Publié le 19 décembre 2023 06:00:00. Alors que la plupart des Irlandais ralentissent l’activité en vue des fêtes, la famille McNamara, éleveurs de chevaux à Co. Limerick, vit au rythme effréné de la saison des courses d’hiver, un moment crucial pour leur activité et pour l’économie hippique du pays.
- La famille McNamara, comme de nombreux professionnels du milieu équestre, travaille sans relâche pendant les jours fériés pour préparer les chevaux aux courses de Leopardstown et Limerick.
- Le circuit de Leopardstown génère chaque année environ 60 millions d’euros pour l’économie de Dublin.
- L’entreprise familiale, dirigée par Eric et Kate McNamara, se prépare à une saison chargée avec plusieurs chevaux engagés dans des courses importantes.
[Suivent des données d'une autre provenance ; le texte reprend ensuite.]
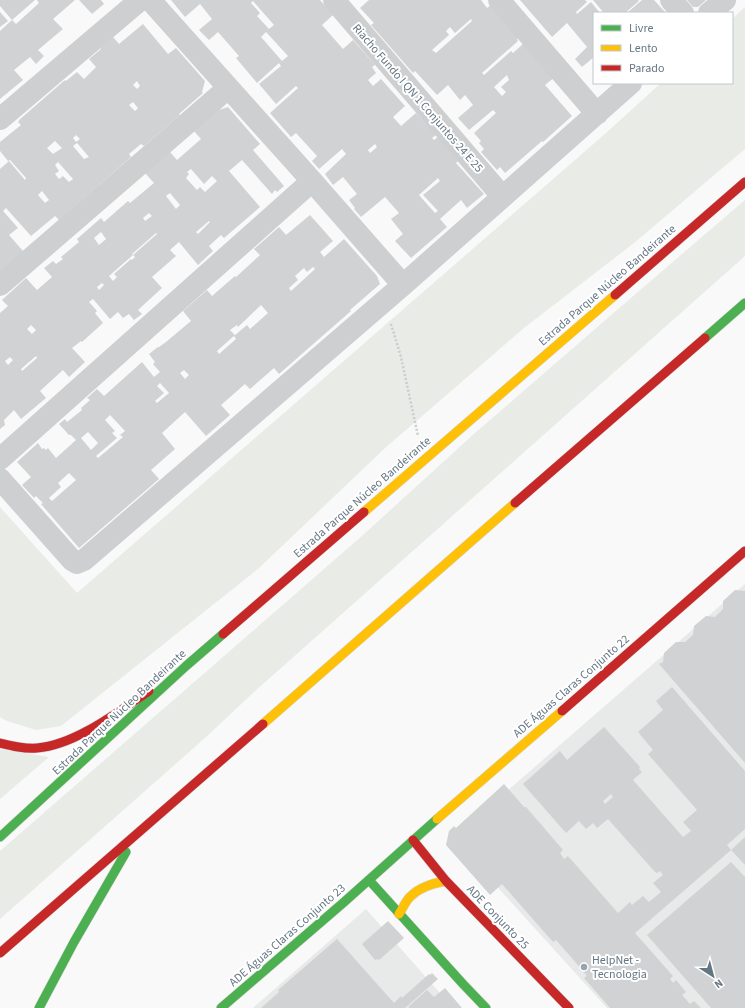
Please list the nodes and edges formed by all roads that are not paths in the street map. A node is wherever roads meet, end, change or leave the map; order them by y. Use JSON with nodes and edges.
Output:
{"nodes":[{"id":1,"x":140,"y":0,"type":"edge"},
{"id":2,"x":150,"y":0,"type":"edge"},
{"id":3,"x":334,"y":0,"type":"edge"},
{"id":4,"x":499,"y":0,"type":"edge"},
{"id":5,"x":672,"y":0,"type":"edge"},
{"id":6,"x":725,"y":0,"type":"edge"},
{"id":7,"x":682,"y":12,"type":"edge"},
{"id":8,"x":710,"y":12,"type":"edge"},
{"id":9,"x":630,"y":84,"type":"edge"},
{"id":10,"x":228,"y":88,"type":"junction"},
{"id":11,"x":597,"y":114,"type":"junction"},
{"id":12,"x":0,"y":119,"type":"edge"},
{"id":13,"x":312,"y":181,"type":"junction"},
{"id":14,"x":745,"y":182,"type":"edge"},
{"id":15,"x":502,"y":196,"type":"junction"},
{"id":16,"x":0,"y":285,"type":"edge"},
{"id":17,"x":402,"y":285,"type":"junction"},
{"id":18,"x":745,"y":303,"type":"edge"},
{"id":19,"x":0,"y":459,"type":"edge"},
{"id":20,"x":0,"y":479,"type":"edge"},
{"id":21,"x":745,"y":551,"type":"edge"},
{"id":22,"x":186,"y":666,"type":"junction"},
{"id":23,"x":0,"y":743,"type":"edge"},
{"id":24,"x":0,"y":837,"type":"edge"},
{"id":25,"x":133,"y":838,"type":"junction"},
{"id":26,"x":413,"y":840,"type":"junction"},
{"id":27,"x":369,"y":880,"type":"junction"},
{"id":28,"x":446,"y":881,"type":"junction"},
{"id":29,"x":399,"y":914,"type":"junction"},
{"id":30,"x":0,"y":953,"type":"edge"},
{"id":31,"x":39,"y":1008,"type":"edge"},
{"id":32,"x":221,"y":1008,"type":"edge"},
{"id":33,"x":486,"y":1008,"type":"edge"},
{"id":34,"x":569,"y":1008,"type":"edge"}],
"edges":[{"from":1,"to":12,"type":"street"},
{"from":2,"to":10,"type":"street"},
{"from":3,"to":15,"type":"street","name":"Riacho Fundo I QN 1 Conjuntos 24 E 25"},
{"from":4,"to":11,"type":"street"},
{"from":5,"to":7,"type":"street"},
{"from":6,"to":8,"type":"street"},
{"from":9,"to":11,"type":"street"},
{"from":10,"to":13,"type":"street"},
{"from":10,"to":16,"type":"street"},
{"from":11,"to":15,"type":"street"},
{"from":13,"to":17,"type":"street"},
{"from":13,"to":19,"type":"street"},
{"from":14,"to":22,"type":"main road","name":"Estrada Parque Núcleo Bandeirante"},
{"from":15,"to":17,"type":"street"},
{"from":17,"to":20,"type":"street"},
{"from":18,"to":25,"type":"main road"},
{"from":21,"to":26,"type":"main road","name":"ADE Águas Claras Conjunto 22"},
{"from":22,"to":23,"type":"main road"},
{"from":22,"to":24,"type":"main road","name":"Estrada Parque Núcleo Bandeirante"},
{"from":25,"to":30,"type":"main road"},
{"from":25,"to":31,"type":"main road"},
{"from":26,"to":27,"type":"main road","name":"ADE Águas Claras Conjunto 22"},
{"from":26,"to":28,"type":"main road","name":"ADE Conjunto 25"},
{"from":27,"to":29,"type":"main road"},
{"from":27,"to":32,"type":"main road","name":"ADE Águas Claras Conjunto 23"},
{"from":28,"to":29,"type":"main road"},
{"from":28,"to":34,"type":"main road","name":"ADE Conjunto 25"},
{"from":29,"to":33,"type":"main road"}]}
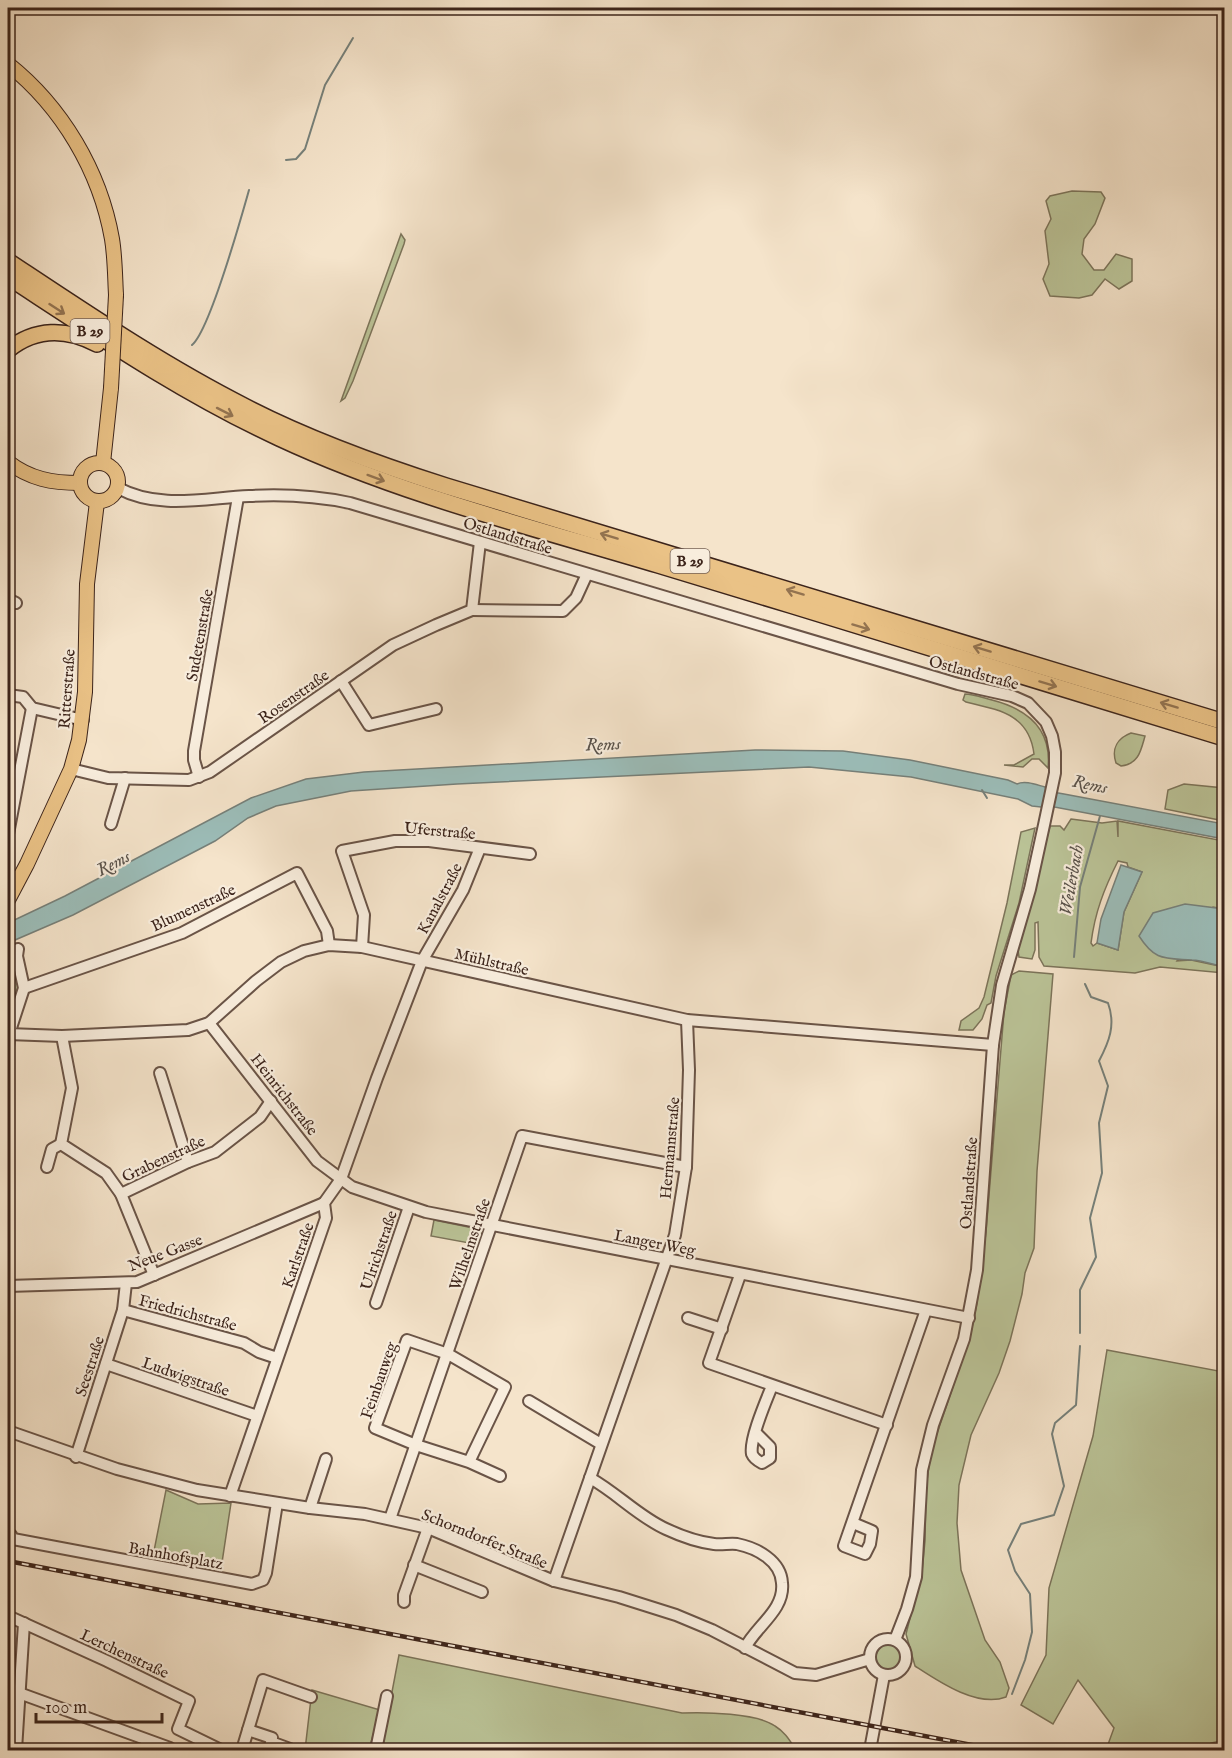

Dans la cour de l’élevage McNamara à Rathkeale, l’ambiance est résolument festive, mais pas pour les raisons habituelles. Un Père Noël en plastique, suspendu à un crochet près du matériel de selle, témoigne d’une réalité bien différente du repos dominical. Eric McNamara et sa fille Kate sont en pleine effervescence, s’occupant de leurs 50 chevaux, qui nécessitent tous un entretien quotidien : pansage, alimentation, et surtout, préparation aux courses de fin d’année.
« Je suppose que pour nous, c’est une période très chargée », confie Eric McNamara, entraîneur de chevaux. « Le jour de Noël, le réveillon, c’est comme n’importe quel autre jour. Nous avons quatre jours de courses intenses à Leopardstown et Limerick. C’est beaucoup de travail, mais nous l’apprécions. Nous avons fait ça toute notre vie et nous continuerons à profiter de notre dîner de Noël. Nous avons la chance d’avoir près de 50 chevaux à l’entraînement, ce qui signifie qu’ils doivent tous être montés chaque jour. »
Kate McNamara, qui travaille à plein temps aux côtés de son père, souligne l’ampleur de la tâche. « Il y a énormément de choses à faire », explique-t-elle. « Nous y sommes tellement habitués maintenant. Mon père n’est pas très à l’aise avec les téléphones et les ordinateurs, c’est donc à moi de gérer l’aspect administratif. » Cet aspect administratif est en constante augmentation, avec des inscriptions, des déclarations, et des exigences vétérinaires de plus en plus strictes, comme la tenue d’un registre précis pour l’administration des médicaments.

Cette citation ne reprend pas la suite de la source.